Por suerte Liliana es corajuda, como se dice en el Chaco, y no contenta con disfrutar la novela, fundó una editorial, Dum Dum y publicó Eisejuaz en Bolivia. Ya con el libro en mano, la cosa cambió rotundamente. Lo primero que entendí es que si no había entrado en la novela no era por culpa del desorden del viento de mi ventana, sino porque el libro estaba anclado en un lenguaje propio. Las novelas que han marcado mi camino como lector generalmente han sido las que he tenido que leer en varios intentos hasta que la lectura me sea familiar. Eso me pasó con Eisejuaz y con el lenguaje que le dicta la narración de Sara Gallardo.

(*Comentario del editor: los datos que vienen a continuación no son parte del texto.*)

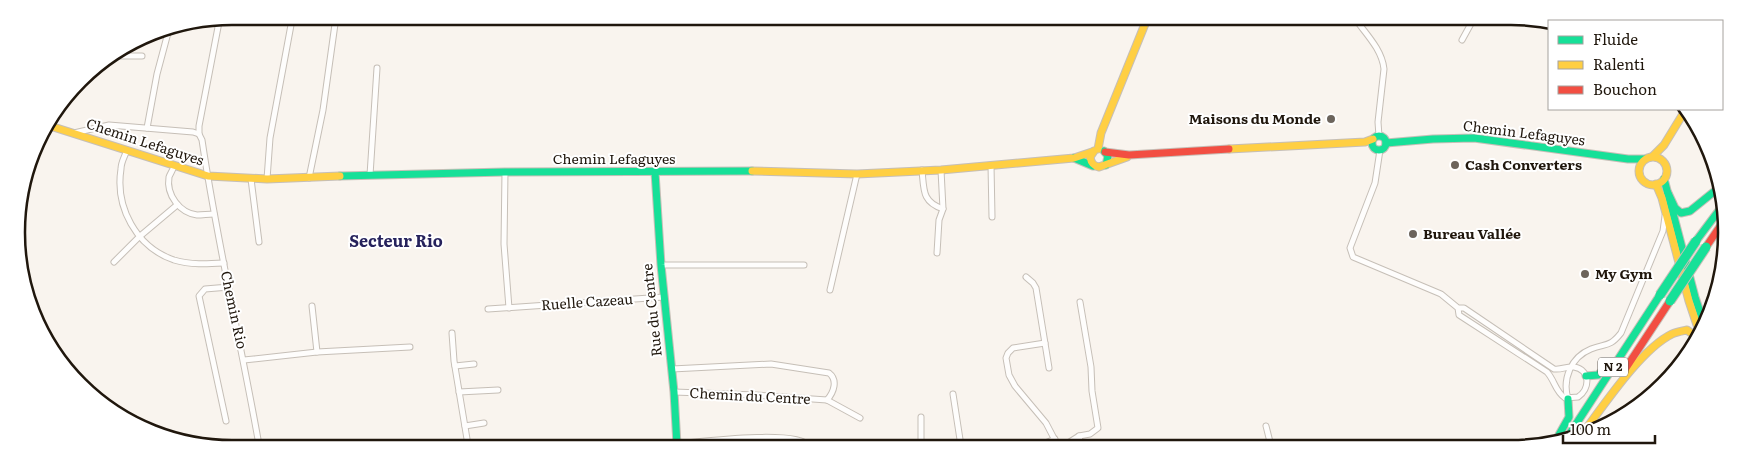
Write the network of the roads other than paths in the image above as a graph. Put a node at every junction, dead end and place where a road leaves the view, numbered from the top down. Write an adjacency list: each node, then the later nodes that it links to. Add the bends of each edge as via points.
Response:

Pero a todo esto, ¿quién es ese que se llama Eisejuaz, Este También, el comprado por el Señor, Agua que corre o Lisandro Vega? La verdad no sé. No podría decir este es Eisejuaz o esto no es. No podría ver en él ninguna alegoría o simbolismo que me remita al mundo indígena y su relación con la civilización. Y esto no es un defecto, es una virtud esencial que tiene que tener una novela que se respete. El título de la novela es Eisejuaz, y por ende trata sobre Eisejuaz. Aun así su historia me hace recuerdo a una brillante comunicadora potosina que conocí en un taller del CEFREC. Ella me contaba que a los 14 años la habían mandado de su comunidad para que trabaje en Potosí en la casa de una anciana enferma que no podía salir de la cama. La señora, en la perversión de su dolor, botaba la comida que le daba la niña del campo, la insultaba, la humillaba y hasta le decía que estaba así por su culpa. En cambio ella tenía que limpiar los restos de su paulatina muerte, cada día. Cuando, desconsolada, contaba esto a otras viejitas, estas le daban fuerza diciéndole: “cuidar a alguien así es como cuidar al hijo de Dios”. Y al decir “alguien así”, seguramente no se referían a su invalidez.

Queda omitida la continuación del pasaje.